__AIM OF THE EXERCISE__
The answer should be one number: how many lines in the records below contain the word "main".

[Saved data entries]
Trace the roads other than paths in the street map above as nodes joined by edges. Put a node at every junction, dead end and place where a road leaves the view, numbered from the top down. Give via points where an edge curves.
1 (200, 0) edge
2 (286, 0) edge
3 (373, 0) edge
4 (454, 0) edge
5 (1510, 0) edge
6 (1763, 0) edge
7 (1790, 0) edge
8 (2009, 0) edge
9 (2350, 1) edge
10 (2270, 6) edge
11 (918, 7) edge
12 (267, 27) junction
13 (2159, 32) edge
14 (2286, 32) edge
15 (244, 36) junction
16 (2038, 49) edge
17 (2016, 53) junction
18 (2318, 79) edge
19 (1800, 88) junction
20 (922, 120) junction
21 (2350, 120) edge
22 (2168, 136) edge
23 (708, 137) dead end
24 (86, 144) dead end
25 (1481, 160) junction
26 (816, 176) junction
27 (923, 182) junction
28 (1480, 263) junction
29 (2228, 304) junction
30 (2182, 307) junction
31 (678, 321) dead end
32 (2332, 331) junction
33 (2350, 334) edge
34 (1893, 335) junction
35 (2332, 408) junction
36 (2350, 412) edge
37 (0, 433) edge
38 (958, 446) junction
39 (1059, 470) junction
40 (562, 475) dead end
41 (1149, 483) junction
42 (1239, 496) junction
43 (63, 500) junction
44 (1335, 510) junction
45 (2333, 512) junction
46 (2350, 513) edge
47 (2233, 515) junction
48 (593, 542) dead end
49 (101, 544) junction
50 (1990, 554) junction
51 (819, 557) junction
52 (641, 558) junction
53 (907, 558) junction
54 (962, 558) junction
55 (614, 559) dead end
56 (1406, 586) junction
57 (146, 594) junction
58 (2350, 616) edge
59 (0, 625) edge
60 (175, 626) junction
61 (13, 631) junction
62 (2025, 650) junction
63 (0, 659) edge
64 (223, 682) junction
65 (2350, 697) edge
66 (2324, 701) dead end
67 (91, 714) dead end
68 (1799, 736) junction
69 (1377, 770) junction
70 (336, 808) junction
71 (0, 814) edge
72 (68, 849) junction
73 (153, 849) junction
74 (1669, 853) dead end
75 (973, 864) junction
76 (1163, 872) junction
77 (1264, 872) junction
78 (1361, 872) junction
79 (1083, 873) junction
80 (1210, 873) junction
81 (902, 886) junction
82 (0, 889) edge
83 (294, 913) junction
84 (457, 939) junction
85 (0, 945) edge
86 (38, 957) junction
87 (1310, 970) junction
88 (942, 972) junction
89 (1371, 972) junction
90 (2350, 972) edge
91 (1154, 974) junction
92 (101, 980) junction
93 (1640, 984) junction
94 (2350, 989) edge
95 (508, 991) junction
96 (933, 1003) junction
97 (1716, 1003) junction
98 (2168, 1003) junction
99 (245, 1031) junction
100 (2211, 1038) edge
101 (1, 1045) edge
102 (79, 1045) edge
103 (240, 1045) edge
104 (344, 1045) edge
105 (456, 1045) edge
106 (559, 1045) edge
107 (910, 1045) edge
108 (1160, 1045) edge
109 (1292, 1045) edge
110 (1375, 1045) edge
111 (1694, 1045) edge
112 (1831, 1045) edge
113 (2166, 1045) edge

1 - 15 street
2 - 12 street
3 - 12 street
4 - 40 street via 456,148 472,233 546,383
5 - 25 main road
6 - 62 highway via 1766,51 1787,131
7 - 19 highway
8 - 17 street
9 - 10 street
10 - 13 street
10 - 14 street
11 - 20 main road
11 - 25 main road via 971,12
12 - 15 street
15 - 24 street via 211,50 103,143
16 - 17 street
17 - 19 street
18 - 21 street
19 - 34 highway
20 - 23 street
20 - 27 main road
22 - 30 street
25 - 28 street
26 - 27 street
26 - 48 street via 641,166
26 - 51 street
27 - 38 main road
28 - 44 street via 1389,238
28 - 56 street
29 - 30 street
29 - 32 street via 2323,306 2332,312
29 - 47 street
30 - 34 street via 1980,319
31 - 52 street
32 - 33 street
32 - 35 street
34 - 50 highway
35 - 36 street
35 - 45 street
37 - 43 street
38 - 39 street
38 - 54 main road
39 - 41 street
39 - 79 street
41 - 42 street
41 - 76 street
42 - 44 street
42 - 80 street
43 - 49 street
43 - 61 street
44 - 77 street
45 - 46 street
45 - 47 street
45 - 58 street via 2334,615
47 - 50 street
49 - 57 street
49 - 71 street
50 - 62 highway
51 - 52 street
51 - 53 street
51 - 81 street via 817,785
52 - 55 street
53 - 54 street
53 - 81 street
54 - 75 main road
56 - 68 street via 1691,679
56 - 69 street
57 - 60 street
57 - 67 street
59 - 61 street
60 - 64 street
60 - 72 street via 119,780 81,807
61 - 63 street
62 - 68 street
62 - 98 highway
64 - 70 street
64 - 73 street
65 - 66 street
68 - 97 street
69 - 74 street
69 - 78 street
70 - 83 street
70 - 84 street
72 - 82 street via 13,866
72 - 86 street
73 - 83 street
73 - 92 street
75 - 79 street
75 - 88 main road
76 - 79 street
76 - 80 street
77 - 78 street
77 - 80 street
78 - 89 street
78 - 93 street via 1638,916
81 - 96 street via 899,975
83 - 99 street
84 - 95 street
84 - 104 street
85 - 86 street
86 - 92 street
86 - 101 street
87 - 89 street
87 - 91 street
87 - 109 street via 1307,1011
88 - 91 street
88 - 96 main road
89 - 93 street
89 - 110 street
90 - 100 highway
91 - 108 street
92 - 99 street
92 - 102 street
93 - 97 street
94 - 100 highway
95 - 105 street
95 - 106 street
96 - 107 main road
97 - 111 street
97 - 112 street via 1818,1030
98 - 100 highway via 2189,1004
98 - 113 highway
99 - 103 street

__OUTPUT__
10